Fairfax — who is in line to become governor if Northam resigns — has repeatedly denied her allegations, saying that the encounter was consensual and that he is the victim of a strategically timed political smear.

"At no time did she express to me any discomfort or concern about our interactions, neither during that encounter, nor during the months following it, when she stayed in touch with me, nor the past 15 years," he said in a statement.

Tyson said she suffered "deep humiliation and shame" and stayed quiet about the allegations as she pursued her career, but by late 2017, as the #MeToo movement took shape and after she saw an article about Fairfax's campaign, she took her story to The Washington Post, which decided months later not to publish a story.

The National Organization for Women immediately called on Fairfax to resign, saying, "Her story is horrifying, compelling and clear as day — and we believe her."

The string of scandals that began when the yearbook picture came to light last Friday could have a domino effect on Virginia state government: If Northam and Fairfax fall, Herring would be next in line to become governor. After Herring comes House Speaker Kirk Cox, a conservative Republican.

At the Capitol, lawmakers were dumbstruck over the day's fast-breaking developments, with Democratic Sen. Barbara Favola saying, "I have to take a breath and think about this. This is moving way too quickly." GOP House Majority Leader Todd Gilbert said it would be "reckless" to comment. "There's just too much flying around," he said.

The chairman of the Virginia Legislative Black Caucus, Del. Lamont Bagby, said, "We've got a lot to digest."

Cox issued a statement late Wednesday calling the allegations against Fairfax "extremely serious" and said they need a "full airing of facts." Cox also urged Herring to "adhere to the standard he has set for others," a nod to Herring's previous call that Northam resign.

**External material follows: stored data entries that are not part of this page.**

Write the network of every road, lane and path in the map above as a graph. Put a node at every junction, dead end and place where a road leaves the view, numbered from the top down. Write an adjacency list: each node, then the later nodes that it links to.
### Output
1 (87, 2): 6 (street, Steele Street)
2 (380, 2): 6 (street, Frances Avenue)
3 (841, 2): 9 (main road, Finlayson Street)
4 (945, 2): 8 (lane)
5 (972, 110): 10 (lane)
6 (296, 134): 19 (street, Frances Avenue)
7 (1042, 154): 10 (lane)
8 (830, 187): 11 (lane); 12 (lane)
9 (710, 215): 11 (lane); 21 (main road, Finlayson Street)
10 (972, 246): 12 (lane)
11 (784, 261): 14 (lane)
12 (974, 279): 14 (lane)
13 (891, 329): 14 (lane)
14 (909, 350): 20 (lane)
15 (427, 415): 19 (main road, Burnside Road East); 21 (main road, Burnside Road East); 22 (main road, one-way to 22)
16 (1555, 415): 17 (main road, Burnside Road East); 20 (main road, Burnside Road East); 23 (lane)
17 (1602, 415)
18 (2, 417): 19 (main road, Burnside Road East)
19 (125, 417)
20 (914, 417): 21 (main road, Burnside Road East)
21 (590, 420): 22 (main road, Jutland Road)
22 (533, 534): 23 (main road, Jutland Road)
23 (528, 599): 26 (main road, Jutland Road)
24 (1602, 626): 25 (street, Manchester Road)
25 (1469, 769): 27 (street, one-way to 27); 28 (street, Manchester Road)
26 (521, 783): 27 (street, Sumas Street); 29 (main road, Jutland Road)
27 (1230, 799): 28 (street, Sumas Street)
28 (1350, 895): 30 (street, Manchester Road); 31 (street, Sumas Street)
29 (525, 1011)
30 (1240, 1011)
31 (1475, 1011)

Northam has come under pressure from nearly the entire Democratic establishment to resign after the discovery of a photo on his profile page in the Eastern Virginia Medical School yearbook of someone in blackface standing next to a person in a Ku Klux Klan hood and robe.

The governor initially admitted he was in the photo without saying which costume he was wearing, then denied it a day later. But he acknowledged he once used shoe polish to blacken his face and look like Michael Jackson at a dance contest in Texas in 1984, when he was in the Army.

Herring came down hard on Northam when the yearbook photo surfaced, condemning it as "indefensible," and "profoundly offensive." He said it was no longer possible for Northam to lead the state.

On Wednesday, though, Herring confessed that he and two friends dressed up to look like rappers, admitting: "It sounds ridiculous even now writing it."

"That conduct clearly shows that, as a young man, I had a callous and inexcusable lack of awareness and insensitivity to the pain my behavior could inflict on others," he said. But he added: "This conduct is in no way reflective of the man I have become in the nearly 40 years since."